Develop efficient land patterns that generate community health and wealth.
Brian Ross, Vice President - Renewable Energy, Great Plains Institute: 612/767-7296, bross@gpisd.net, www.betterenergy.org/who-we-are/staff-and-consultants/
- See Land Use and Driving: The Role Compact Development Can Play in Reducing Greenhouse Gas Emissions (Urban Land Institute: 2010). See also the geometric facts of why the street network of traditional neighborhood development offers far greater vehicle capacity than conventional suburban development and its multiphase left-turn traffic signals with longer wait times.
- The National Association of Realtor's 2011 Community Preference Survey reveals that most Americans would like to live in walkable communities where shops, restaurants, and local businesses are within an easy walk from their homes, as long as those communities can provide detached single-family homes. The survey also shows that most Americans would choose a smaller home and smaller lot if it would keep their commute time to 20 minutes or less.
- See the business opportunities of smart growth for developers (U.S. EPA studies) and Smart Growth for Conservatives (Bacon's Rebellion: 2012). Being less risky loans, the Small Balance Loan terms offered for mixed-used buildings in downtowns (called Top Markets) by Freddie Mac are especially attractive; total SBL loans are expected to top $5 billion in 2017.
- The Livability Economy (AARP: 2015) report/design guide and infographic shows how livability initiatives contribute to improved economic performance and a more vibrant, desirable and competitive environment for housing and commercial investment. See links to 65 studies that quantify how urban places increase human, economic, and environmental wellness, and links to 135 studies on the impacts of form-based codes and compact, mixed-use development patterns.
- Measuring the Health Effects of Sprawl (Smart Growth America: 2003) found that people living in sprawling developments tend to weigh more and have higher blood pressure, partly due to sorting themselves and partly due to lack of routine exercise opportunities. Active living by design, or design for health, focuses on making changes in the physical design of a city that facilitate people incorporating physical activity into their daily routines.
- Building Better Budgets: A National Examination of the Fiscal Benefits of Smart Growth Development (Smart Growth America: 2013) finds these benefits for cities: (1) development costs one-third less for upfront infrastructure, (2) an average 10% drop for ongoing delivery of services, (3) 10 times more tax revenue per acre than conventional suburban development.
As of July 1, 2009 the new Minnesota Education Omnibus Law includes provisions to eliminate minimum acreage requirements for schools, and to remove the bias against renovating, rather than rebuilding, old, typically more compact schools within walking and biking distance of residential neighborhoods.
Optional Best Practice for Step 3 Recognition
Category A cities: implement this best practice by completing any two actions.
Category B and C cities: implement this best practice by completing any one action.
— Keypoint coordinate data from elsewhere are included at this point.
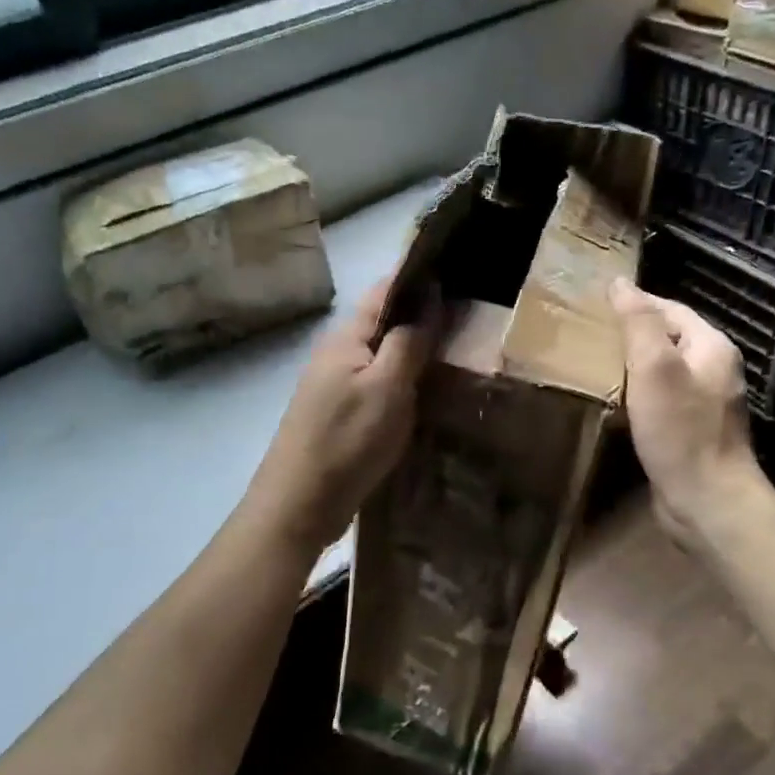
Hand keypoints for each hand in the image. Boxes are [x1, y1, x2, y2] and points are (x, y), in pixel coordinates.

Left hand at [242, 279, 436, 555]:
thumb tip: (431, 294)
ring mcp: (337, 385)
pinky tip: (430, 391)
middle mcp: (338, 353)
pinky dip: (406, 380)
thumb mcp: (387, 387)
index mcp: (346, 337)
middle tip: (474, 314)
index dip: (420, 277)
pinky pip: (380, 383)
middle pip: (385, 322)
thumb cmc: (347, 441)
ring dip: (417, 349)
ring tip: (461, 348)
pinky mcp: (342, 414)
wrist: (300, 504)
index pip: (386, 289)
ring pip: (384, 354)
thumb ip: (409, 341)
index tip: (460, 270)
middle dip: (424, 314)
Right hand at [610, 278, 770, 548]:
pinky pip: (664, 398)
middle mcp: (715, 369)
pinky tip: (618, 401)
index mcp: (712, 347)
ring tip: (597, 364)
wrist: (708, 501)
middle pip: (669, 338)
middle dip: (633, 333)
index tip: (595, 305)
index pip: (670, 309)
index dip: (634, 303)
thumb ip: (639, 323)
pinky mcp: (693, 430)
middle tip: (591, 334)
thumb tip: (621, 284)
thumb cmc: (680, 432)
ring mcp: (706, 402)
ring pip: (665, 370)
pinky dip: (640, 393)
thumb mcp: (655, 369)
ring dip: (634, 364)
Meeting sustainable urbanism's goal of complete, compact and connected communities (see Urban Design with Nature) depends on mixing land uses, which lowers infrastructure costs, increases property taxes/acre, increases walkability and decreases traffic fatalities, and minimizes environmental impacts and increases a community's health and quality of life. A city can use its land use authority and other tools to help create a vibrant community that attracts jobs, fosters economic development, and that is an appealing place in which people can live, work, and recreate without having to drive everywhere for every activity of daily living. Growth can happen in a manner where roads, transit, schools, ecologic services, and access to retail, commercial, jobs, and industrial facilities are planned for and efficiently provided through connection and coordination with existing local and regional infrastructure and services.
In cities across the nation, neighborhoods and districts of compact development with a mix of land uses, transportation options and pedestrian-friendly design have reduced driving from 20% to 40% compared to large single-use zoning districts. And such areas have resulted in, to use the Urban Land Institute's phrase, cities of convenience, conviviality, and charm. And as the Congress for the New Urbanism phrases the challenge before cities: Disinvestment in central cities, the spread of placeless sprawl, increasing separation by race and income, environmental deterioration, loss of agricultural lands and wilderness, and the erosion of society’s built heritage is one interrelated community-building challenge.